Lockhart’s verse is in the same scattered condition as his prose; but it is evident that he had very considerable poetical faculty. The charming piece, “When youthful hope is fled,” attributed to him on Mrs. Norton’s authority; the well-known “Captain Paton’s Lament,” which has been republished in the Tales from Blackwood ; and the mono-rhymed epitaph on “Bright broken Maginn,” in which some wiseacres have seen ill-nature, but which really is a masterpiece of humorous pathos, are all in very different styles, and are all excellent each in its style. But these things are mere waifs, separated from each other in widely different publications; and until they are put together no general impression of the author’s poetical talent, except a vaguely favourable one, can be derived from them. The Spanish Ballads form something like a substantive work, and one of nearly as great merit as is possible to poetical translations of poetry. I believe opinions differ as to their fidelity to the original. Here and there, it is said, the author has exchanged a vivid and characteristic touch for a conventional and feeble one. Thus, my friend Mr.
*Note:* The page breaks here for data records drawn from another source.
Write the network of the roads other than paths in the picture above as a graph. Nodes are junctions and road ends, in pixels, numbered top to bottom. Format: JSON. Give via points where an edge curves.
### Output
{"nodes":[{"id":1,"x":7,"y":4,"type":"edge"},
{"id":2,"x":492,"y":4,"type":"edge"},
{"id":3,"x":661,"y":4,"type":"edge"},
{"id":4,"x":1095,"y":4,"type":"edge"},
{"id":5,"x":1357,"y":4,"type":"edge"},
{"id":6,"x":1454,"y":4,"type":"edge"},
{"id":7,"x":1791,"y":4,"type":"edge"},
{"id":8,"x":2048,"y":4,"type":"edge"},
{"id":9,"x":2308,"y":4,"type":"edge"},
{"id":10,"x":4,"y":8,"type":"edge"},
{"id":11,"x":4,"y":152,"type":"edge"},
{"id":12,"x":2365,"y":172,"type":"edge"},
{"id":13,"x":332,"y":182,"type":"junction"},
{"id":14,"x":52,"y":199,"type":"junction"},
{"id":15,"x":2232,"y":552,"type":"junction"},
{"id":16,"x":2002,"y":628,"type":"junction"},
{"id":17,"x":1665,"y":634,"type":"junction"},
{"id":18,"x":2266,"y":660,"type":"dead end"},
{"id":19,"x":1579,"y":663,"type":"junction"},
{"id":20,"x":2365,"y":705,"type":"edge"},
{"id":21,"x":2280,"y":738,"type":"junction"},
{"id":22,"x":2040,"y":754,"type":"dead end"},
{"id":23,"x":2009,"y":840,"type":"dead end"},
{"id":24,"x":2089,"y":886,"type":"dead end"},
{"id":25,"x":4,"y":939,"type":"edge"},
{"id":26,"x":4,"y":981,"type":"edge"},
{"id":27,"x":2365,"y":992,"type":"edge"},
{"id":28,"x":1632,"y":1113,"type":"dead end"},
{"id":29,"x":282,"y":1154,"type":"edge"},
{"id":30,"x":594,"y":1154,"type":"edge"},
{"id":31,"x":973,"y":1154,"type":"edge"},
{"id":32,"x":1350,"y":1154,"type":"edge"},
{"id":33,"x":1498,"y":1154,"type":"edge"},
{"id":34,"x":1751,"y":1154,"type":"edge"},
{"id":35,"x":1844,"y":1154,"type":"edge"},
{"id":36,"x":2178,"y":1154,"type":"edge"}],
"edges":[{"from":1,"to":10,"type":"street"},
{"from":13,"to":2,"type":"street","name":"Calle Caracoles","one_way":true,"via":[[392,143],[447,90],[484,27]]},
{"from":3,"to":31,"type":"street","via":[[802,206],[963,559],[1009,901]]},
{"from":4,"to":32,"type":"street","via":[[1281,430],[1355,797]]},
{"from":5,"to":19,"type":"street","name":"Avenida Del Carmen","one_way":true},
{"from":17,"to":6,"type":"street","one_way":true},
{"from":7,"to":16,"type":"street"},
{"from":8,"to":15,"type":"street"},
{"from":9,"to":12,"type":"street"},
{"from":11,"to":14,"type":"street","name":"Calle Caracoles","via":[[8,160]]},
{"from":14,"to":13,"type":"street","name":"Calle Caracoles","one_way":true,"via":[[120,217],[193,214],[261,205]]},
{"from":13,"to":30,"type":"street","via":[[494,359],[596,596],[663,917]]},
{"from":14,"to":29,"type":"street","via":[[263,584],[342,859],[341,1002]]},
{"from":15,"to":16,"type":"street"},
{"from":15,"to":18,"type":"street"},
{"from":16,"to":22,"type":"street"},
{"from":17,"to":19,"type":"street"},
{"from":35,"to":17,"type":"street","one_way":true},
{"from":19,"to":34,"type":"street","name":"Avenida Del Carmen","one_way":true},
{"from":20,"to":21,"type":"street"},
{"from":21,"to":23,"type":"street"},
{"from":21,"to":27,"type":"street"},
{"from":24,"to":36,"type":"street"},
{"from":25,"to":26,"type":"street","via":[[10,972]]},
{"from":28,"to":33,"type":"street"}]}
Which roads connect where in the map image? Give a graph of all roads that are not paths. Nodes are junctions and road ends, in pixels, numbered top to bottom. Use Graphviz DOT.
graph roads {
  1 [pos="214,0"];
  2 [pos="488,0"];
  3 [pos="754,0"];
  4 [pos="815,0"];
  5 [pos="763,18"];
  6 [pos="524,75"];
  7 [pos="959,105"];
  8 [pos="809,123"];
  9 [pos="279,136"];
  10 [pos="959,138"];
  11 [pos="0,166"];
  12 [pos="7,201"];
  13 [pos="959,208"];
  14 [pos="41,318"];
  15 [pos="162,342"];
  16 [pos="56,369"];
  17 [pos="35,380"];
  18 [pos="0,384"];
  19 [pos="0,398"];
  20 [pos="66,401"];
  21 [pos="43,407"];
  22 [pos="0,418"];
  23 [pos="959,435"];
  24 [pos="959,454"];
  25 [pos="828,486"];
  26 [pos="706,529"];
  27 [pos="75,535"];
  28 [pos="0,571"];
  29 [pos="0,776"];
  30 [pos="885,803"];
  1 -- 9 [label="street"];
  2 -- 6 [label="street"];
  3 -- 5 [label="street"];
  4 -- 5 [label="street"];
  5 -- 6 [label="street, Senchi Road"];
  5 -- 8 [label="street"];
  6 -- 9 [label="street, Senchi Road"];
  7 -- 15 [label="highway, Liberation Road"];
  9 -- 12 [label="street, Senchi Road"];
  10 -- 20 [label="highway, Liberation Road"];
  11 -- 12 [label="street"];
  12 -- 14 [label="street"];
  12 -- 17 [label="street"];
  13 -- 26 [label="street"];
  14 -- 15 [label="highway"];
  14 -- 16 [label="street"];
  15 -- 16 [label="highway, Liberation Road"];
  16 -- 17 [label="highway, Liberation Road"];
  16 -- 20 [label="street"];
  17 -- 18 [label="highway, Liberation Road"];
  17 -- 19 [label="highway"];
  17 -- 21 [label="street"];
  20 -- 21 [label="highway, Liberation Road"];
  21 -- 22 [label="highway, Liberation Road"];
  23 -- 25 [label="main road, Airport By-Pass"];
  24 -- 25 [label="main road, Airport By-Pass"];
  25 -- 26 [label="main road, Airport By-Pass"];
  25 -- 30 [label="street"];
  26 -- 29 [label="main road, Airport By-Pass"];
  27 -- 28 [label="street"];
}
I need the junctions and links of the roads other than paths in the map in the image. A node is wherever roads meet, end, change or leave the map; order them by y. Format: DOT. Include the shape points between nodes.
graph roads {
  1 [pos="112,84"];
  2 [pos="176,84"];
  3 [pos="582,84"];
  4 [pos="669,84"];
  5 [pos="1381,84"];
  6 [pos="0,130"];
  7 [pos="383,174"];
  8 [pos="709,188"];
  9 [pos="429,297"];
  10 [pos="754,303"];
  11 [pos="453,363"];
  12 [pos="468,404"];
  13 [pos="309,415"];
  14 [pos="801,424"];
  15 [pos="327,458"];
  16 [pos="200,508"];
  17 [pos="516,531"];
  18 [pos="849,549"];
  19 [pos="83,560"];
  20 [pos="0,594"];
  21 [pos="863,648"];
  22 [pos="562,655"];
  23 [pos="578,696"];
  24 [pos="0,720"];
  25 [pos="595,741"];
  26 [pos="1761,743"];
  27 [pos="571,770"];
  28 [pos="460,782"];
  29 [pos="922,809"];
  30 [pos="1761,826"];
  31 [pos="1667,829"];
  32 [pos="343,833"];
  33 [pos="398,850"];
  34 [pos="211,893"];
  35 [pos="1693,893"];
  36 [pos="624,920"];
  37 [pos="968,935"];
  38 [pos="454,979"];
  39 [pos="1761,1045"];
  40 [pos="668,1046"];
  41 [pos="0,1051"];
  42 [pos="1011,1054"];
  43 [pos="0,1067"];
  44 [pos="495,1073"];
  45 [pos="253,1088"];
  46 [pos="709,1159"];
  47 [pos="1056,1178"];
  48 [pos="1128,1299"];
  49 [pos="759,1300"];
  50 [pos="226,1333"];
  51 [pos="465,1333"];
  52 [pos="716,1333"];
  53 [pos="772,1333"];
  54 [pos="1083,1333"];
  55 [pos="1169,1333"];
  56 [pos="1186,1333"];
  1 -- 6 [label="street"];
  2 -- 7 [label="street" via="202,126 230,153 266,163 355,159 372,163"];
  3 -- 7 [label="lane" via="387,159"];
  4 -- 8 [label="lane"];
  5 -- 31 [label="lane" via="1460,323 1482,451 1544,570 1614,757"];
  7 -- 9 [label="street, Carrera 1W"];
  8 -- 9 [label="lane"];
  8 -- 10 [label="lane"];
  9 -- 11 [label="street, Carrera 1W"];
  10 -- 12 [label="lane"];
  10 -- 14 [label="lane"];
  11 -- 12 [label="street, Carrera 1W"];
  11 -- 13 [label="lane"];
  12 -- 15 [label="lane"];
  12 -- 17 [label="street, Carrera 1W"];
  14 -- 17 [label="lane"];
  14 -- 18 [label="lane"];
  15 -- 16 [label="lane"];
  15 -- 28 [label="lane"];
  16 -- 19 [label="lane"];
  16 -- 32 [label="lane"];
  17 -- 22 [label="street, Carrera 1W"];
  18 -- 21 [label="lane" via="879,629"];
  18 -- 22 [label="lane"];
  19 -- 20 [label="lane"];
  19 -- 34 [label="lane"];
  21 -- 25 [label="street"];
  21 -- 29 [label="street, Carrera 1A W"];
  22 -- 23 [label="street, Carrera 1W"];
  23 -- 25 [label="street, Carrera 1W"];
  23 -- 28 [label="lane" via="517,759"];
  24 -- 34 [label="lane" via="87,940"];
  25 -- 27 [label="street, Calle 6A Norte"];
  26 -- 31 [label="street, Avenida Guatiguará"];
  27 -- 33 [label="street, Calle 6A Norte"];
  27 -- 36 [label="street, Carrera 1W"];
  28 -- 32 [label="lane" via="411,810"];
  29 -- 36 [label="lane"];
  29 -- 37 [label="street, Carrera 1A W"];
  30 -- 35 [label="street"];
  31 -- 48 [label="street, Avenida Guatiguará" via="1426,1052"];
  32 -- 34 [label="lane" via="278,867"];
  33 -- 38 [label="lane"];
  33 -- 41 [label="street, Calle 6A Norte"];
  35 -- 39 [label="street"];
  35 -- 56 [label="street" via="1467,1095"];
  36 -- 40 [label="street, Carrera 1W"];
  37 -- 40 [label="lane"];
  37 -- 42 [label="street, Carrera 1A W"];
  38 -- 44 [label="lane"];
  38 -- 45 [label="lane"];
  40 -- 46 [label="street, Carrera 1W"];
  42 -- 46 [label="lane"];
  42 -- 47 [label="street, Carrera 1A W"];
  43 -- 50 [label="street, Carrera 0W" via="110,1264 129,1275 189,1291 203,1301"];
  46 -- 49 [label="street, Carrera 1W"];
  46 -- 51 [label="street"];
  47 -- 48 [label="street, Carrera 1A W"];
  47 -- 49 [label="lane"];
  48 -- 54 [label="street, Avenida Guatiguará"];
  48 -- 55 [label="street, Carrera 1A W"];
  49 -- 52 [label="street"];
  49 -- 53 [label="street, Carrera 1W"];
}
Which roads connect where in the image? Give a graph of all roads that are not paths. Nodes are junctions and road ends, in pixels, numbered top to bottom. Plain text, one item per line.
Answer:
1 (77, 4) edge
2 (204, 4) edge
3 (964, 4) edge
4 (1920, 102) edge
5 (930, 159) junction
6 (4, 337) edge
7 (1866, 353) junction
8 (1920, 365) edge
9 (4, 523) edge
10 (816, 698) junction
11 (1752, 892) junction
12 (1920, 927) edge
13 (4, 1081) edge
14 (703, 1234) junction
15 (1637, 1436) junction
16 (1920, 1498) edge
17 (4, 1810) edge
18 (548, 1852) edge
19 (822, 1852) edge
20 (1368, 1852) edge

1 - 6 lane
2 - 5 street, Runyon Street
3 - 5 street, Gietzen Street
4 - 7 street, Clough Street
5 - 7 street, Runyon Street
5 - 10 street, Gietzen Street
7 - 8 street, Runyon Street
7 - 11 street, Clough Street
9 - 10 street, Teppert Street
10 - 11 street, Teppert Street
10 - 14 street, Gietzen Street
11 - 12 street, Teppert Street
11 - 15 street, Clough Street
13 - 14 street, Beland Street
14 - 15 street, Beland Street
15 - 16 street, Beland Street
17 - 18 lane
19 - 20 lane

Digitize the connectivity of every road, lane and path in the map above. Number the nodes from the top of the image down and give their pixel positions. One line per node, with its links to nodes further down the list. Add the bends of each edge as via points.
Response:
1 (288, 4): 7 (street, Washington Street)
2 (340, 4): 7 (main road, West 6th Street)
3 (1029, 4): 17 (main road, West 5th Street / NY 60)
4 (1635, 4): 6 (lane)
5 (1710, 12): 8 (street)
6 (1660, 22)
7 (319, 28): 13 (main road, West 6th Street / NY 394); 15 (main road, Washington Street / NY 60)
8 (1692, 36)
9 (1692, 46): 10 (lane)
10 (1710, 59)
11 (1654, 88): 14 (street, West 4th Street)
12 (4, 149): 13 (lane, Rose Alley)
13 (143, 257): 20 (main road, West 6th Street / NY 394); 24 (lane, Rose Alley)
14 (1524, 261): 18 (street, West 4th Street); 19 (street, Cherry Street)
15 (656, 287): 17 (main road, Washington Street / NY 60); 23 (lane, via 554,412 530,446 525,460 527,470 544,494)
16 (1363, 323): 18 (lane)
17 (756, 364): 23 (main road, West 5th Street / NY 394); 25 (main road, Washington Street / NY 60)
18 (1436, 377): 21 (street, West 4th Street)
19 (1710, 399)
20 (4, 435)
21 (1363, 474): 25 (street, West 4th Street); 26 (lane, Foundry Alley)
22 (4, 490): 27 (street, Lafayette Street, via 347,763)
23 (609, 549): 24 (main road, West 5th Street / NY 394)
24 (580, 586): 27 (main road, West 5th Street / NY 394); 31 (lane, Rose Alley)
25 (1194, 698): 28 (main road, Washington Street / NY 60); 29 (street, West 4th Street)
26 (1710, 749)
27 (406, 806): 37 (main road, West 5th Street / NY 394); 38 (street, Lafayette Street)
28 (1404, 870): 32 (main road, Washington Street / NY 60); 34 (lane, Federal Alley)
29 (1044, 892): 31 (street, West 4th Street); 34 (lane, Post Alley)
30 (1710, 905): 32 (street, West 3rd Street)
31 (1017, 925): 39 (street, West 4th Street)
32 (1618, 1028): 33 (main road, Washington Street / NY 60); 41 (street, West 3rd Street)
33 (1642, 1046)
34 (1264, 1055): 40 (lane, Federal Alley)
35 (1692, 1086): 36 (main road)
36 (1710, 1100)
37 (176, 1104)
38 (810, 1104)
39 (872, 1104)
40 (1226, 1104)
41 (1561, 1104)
Hannay points out to me that in the original of “The Lord of Butrago” the reason given by Montanez for not accompanying the King’s flight is not the somewhat fade one that
Castile’s proud dames shall never point the finger of disdain,
but the nobler argument, showing the best side of feudal sentiment, that the widows of his tenants shall never say that he fled and left their husbands to fight and fall. Lockhart’s master, Sir Walter, would certainly not have missed this touch, and it is odd that Lockhart himself did. But such things will happen to translators. On the other hand, it is, I believe, admitted (and the same very capable authority in Spanish is my warranty) that on the whole the originals have rather gained than lost; and certainly no one can fail to enjoy the Ballads as they stand in English. The “Wandering Knight’s Song” has always seemed to me a gem without flaw, especially the last stanza. Few men, again, manage the long “fourteener” with middle rhyme better than Lockhart, though he is less happy with the anapaest, and has not fully mastered the very difficult trochaic measure of “The Death of Don Pedro.” In “The Count Arnaldos,” wherein, indeed, the subject lends itself better to that cadence, the result is more satisfactory. The merits, however, of these Ballads are not technical merely, or rather, the technical merits are well subordinated to the production of the general effect. About the nature of that effect much ink has been shed. It is produced equally by Greek hexameters, by old French assonanced tirades, by English “eights and sixes,” and by not a few other measures. But in itself it is more or less the same–the stirring of the blood as by the sound of a trumpet, or else the melting of the mood into or close to tears. The ballad effect is thus the simplest and most primitive of all poetical effects; it is Lockhart’s merit that he seldom fails to produce it. The simplicity and spontaneity of his verse may, to some people, be surprising in a writer so thoroughly and intensely literary; but Lockhart’s character was as complex as his verse is simple, and the verse itself is not the least valuable guide to it.